Stored items
=== Begin Enclosure ===
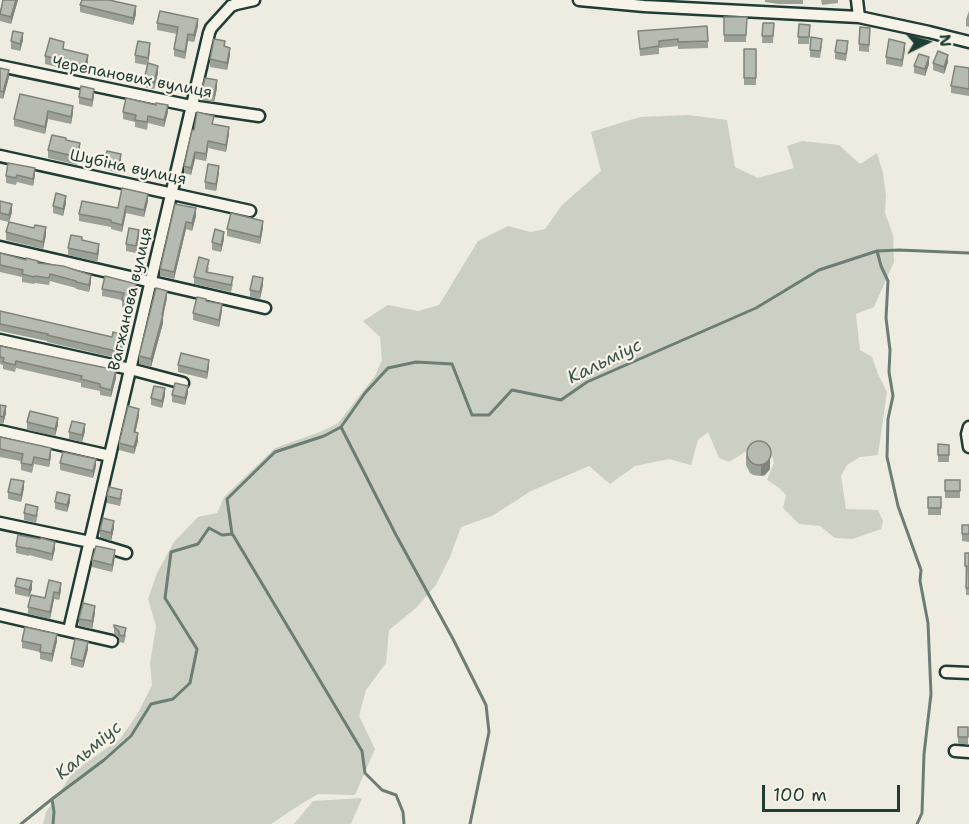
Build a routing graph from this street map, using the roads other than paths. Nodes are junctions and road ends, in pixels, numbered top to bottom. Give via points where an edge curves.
1 (254, 0) edge
2 (579, 0) edge
3 (857, 0) edge
4 (644, 3) edge
5 (859, 17) junction
6 (969, 42) edge
7 (0, 66) edge
8 (191, 106) junction
9 (259, 116) dead end
10 (0, 156) edge
11 (171, 193) junction
12 (250, 211) dead end
13 (0, 247) edge
14 (150, 280) junction
15 (265, 308) dead end
16 (0, 340) edge
17 (130, 369) junction
18 (183, 383) edge
19 (969, 427) edge
20 (0, 431) edge
21 (969, 447) edge
22 (110, 456) junction
23 (0, 523) edge
24 (90, 542) junction
25 (126, 553) dead end
26 (0, 615) edge
27 (69, 630) junction
28 (112, 641) dead end
29 (945, 672) dead end
30 (969, 673) edge
31 (955, 752) dead end
32 (969, 752) edge

1 - 8 street, Вагжанова вулиця via 231,6 211,28
2 - 4 street
3 - 5 street
4 - 5 street
5 - 6 street
7 - 8 street, Черепанових вулиця
8 - 9 street, Черепанових вулиця
8 - 11 street, Вагжанова вулиця
10 - 11 street, Шубіна вулиця
11 - 12 street, Шубіна вулиця
11 - 14 street, Вагжанова вулиця
13 - 14 street
14 - 15 street
14 - 17 street, Вагжанова вулиця
16 - 17 street
17 - 18 street
17 - 22 street, Вагжанова вулиця
19 - 21 street
20 - 22 street
22 - 24 street, Вагжанова вулиця
23 - 24 street
24 - 25 street
24 - 27 street, Вагжанова вулиця
26 - 27 street
27 - 28 street
29 - 30 street
31 - 32 street

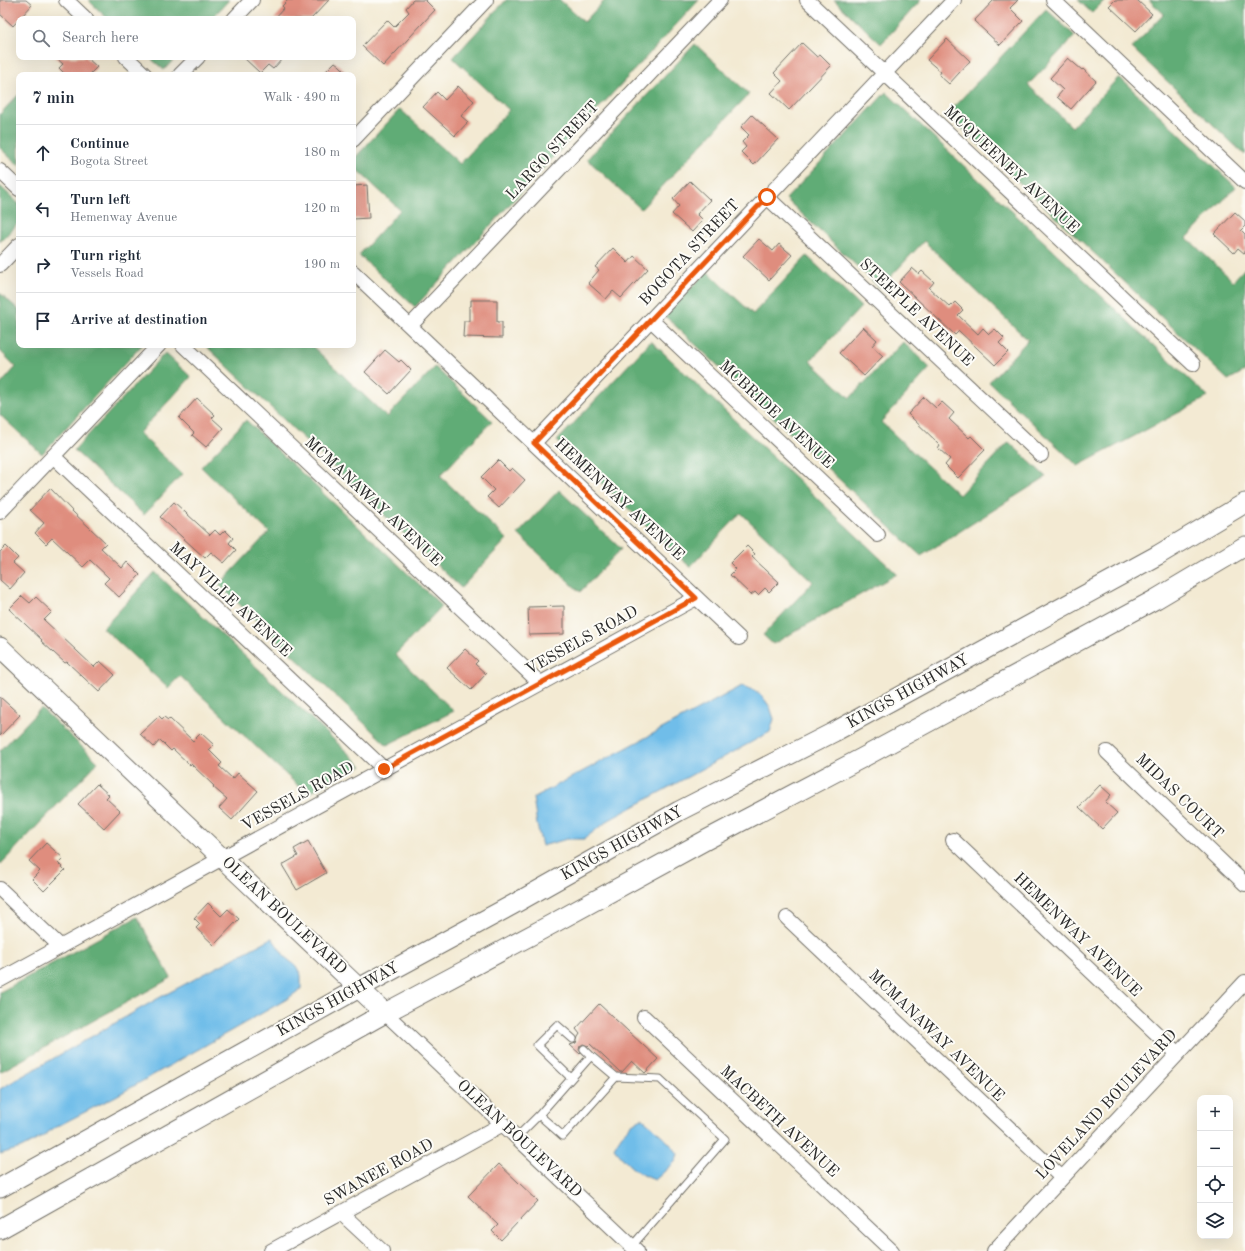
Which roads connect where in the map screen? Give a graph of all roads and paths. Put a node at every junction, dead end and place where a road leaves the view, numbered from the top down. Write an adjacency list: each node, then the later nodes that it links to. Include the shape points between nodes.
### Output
=== End Enclosure ===
▸ **Assignment**
The records shown above are to be repeated exactly, with the pictures left out.

▸ **Exercise answer**
Build a routing graph from this street map, using the roads other than paths. Nodes are junctions and road ends, in pixels, numbered top to bottom. Give via points where an edge curves.
1 (254, 0) edge
2 (579, 0) edge
3 (857, 0) edge
4 (644, 3) edge
5 (859, 17) junction
6 (969, 42) edge
7 (0, 66) edge
8 (191, 106) junction
9 (259, 116) dead end
10 (0, 156) edge
11 (171, 193) junction
12 (250, 211) dead end
13 (0, 247) edge
14 (150, 280) junction
15 (265, 308) dead end
16 (0, 340) edge
17 (130, 369) junction
18 (183, 383) edge
19 (969, 427) edge
20 (0, 431) edge
21 (969, 447) edge
22 (110, 456) junction
23 (0, 523) edge
24 (90, 542) junction
25 (126, 553) dead end
26 (0, 615) edge
27 (69, 630) junction
28 (112, 641) dead end
29 (945, 672) dead end
30 (969, 673) edge
31 (955, 752) dead end
32 (969, 752) edge

1 - 8 street, Вагжанова вулиця via 231,6 211,28
2 - 4 street
3 - 5 street
4 - 5 street
5 - 6 street
7 - 8 street, Черепанових вулиця
8 - 9 street, Черепанових вулиця
8 - 11 street, Вагжанова вулиця
10 - 11 street, Шубіна вулиця
11 - 12 street, Шубіна вулиця
11 - 14 street, Вагжанова вулиця
13 - 14 street
14 - 15 street
14 - 17 street, Вагжанова вулиця
16 - 17 street
17 - 18 street
17 - 22 street, Вагжанова вулиця
19 - 21 street
20 - 22 street
22 - 24 street, Вагжанова вулиця
23 - 24 street
24 - 25 street
24 - 27 street, Вагжанова вулиця
26 - 27 street
27 - 28 street
29 - 30 street
31 - 32 street

Which roads connect where in the map screen? Give a graph of all roads and paths. Put a node at every junction, dead end and place where a road leaves the view, numbered from the top down. Write an adjacency list: each node, then the later nodes that it links to. Include the shape points between nodes.
### Output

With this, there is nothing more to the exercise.